Alexander Lipton, ein Akademiker der renommierten amerikanischen Hochschulen Massachusetts Institute of Technology (MIT) und New York University (NYU), erhebt Plagiatsvorwürfe gegen Facebook, da er behauptet, dass Teile aus dem Libra Projektentwurf unrechtmäßig seiner wissenschaftlichen Arbeit entnommen wurden.

Lipton hatte 2018 als Co-Autor an der Studie „Digitale Handelswährung: Wege zu einer stabileren Digitalwährung“ mitgewirkt, auf welche er sich bezog, als er am 26. Juli gegenüber CoinDesk den Plagiatsvorwurf formulierte:

„Ich möchte mich nicht in den Vordergrund drängeln, aber ich kann ihnen bestätigen, dass der Grundgedanke des Libra Whitepapers Wort für Wort aus der Studie übernommen wurde, die ich letztes Jahr zusammen mit Sandy Pentland und Thomas Hardjono verfasst habe.“ 

Dahingehend merkt Lipton an, dass seine wissenschaftliche Arbeit im Libra Whitepaper „nirgends erwähnt wird“, was umso heikler ist, da eine Vorabversion seiner Studie zuvor schon als Titelgeschichte im angesehenen akademischen Fachmagazin Scientific American abgedruckt worden war.

Obwohl die Argumentationskette im Libra Projektentwurf zwar beträchtliche Ähnlichkeiten aufweist, weicht die eigentliche Umsetzung jedoch in einigen Punkten ab. So erklärt Lipton, dass sein ursprünglich vorgeschlagener „Tradecoin” zur Wertstabilisierung an verschiedene Rohstoffe angebunden werden sollte. Dazu hieß es in der Studie:

„Die Blockchain-Teilnehmer [Anm. d. Red.: ähnlich den Konsortiumsmitgliedern bei Libra] können Öl, Gold, Metall oder landwirtschaftliche Erzeugnisse als Absicherung einbringen. Da die Einlagerung dieser Rohstoffe aufwendig ist, wird dafür ein Gegenwert genutzt, der wiederum in einem Depot verwahrt wird.“

Wie Lipton selbst erklärt, weicht Facebook von diesem Gedanken ab, was ein grundlegender Unterschied zwischen den beiden geplanten Digitalwährungen ist. „Wir hatten Rohstoffproduzenten, supranationale Organisationen und vielleicht auch ein paar große Zahlungsdienstleister als Blockchain-Teilnehmer vorgesehen, aber nicht Unternehmen wie Uber“, so der Akademiker.

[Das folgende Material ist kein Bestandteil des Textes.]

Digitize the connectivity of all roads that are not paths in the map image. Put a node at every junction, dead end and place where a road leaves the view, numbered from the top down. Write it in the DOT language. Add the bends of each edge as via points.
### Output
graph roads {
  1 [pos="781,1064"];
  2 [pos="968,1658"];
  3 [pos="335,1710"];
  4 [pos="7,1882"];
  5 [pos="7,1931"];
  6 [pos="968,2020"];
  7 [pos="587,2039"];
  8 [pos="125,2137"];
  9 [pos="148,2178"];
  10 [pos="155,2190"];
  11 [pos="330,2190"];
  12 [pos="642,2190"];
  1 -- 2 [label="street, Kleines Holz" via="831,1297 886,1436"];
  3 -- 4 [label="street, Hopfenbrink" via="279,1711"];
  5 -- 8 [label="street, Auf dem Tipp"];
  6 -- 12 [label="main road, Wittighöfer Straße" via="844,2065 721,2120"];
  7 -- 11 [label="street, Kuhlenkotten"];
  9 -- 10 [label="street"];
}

Begünstigt Libra Inflation?

Zusätzlich bringt dieser noch an anderer Stelle Kritik an. Obwohl Libra im Projektentwurf und in den parlamentarischen Anhörungen bisher wiederholt betont hat, dass es dem Social-Media-Konzern ganz besonders auch um die „finanzielle Inklusion“ wirtschaftsschwacher Bevölkerungen geht, warnt Lipton, dass die Facebook Kryptowährung in den entsprechenden Ländern womöglich für eine massive Inflation sorgen könnte:

„In den Entwicklungsländern wird dadurch eine enorme Inflation entstehen, da die Geldmenge quasi verdoppelt wird, eigentlich sogar mehr als verdoppelt. […] Ich bin zwar kein Anhänger der quantitativen Geldtheorie, aber ich bin mir ziemlich sicher, dass die Preise drastisch nach oben gehen, wenn die Geldmenge schlagartig expandiert.“

Copy & Paste der Geist der Branche?

Schon am 22. Juni hatte Ethereum World News darüber berichtet, dass das Unternehmen Hedera Hashgraph ebenfalls Plagiatsvorwürfe gegen Facebook erhoben hatte, wobei es speziell um die Ausgestaltung der Libra Association ging.

Eine Studie des Wall Street Journals hatte 2018 ergeben, dass knapp 16% aller „Whitepapers“ von Blockchain-Projekten im Verdacht stehen, betrügerisch, irreführend oder geklaut zu sein.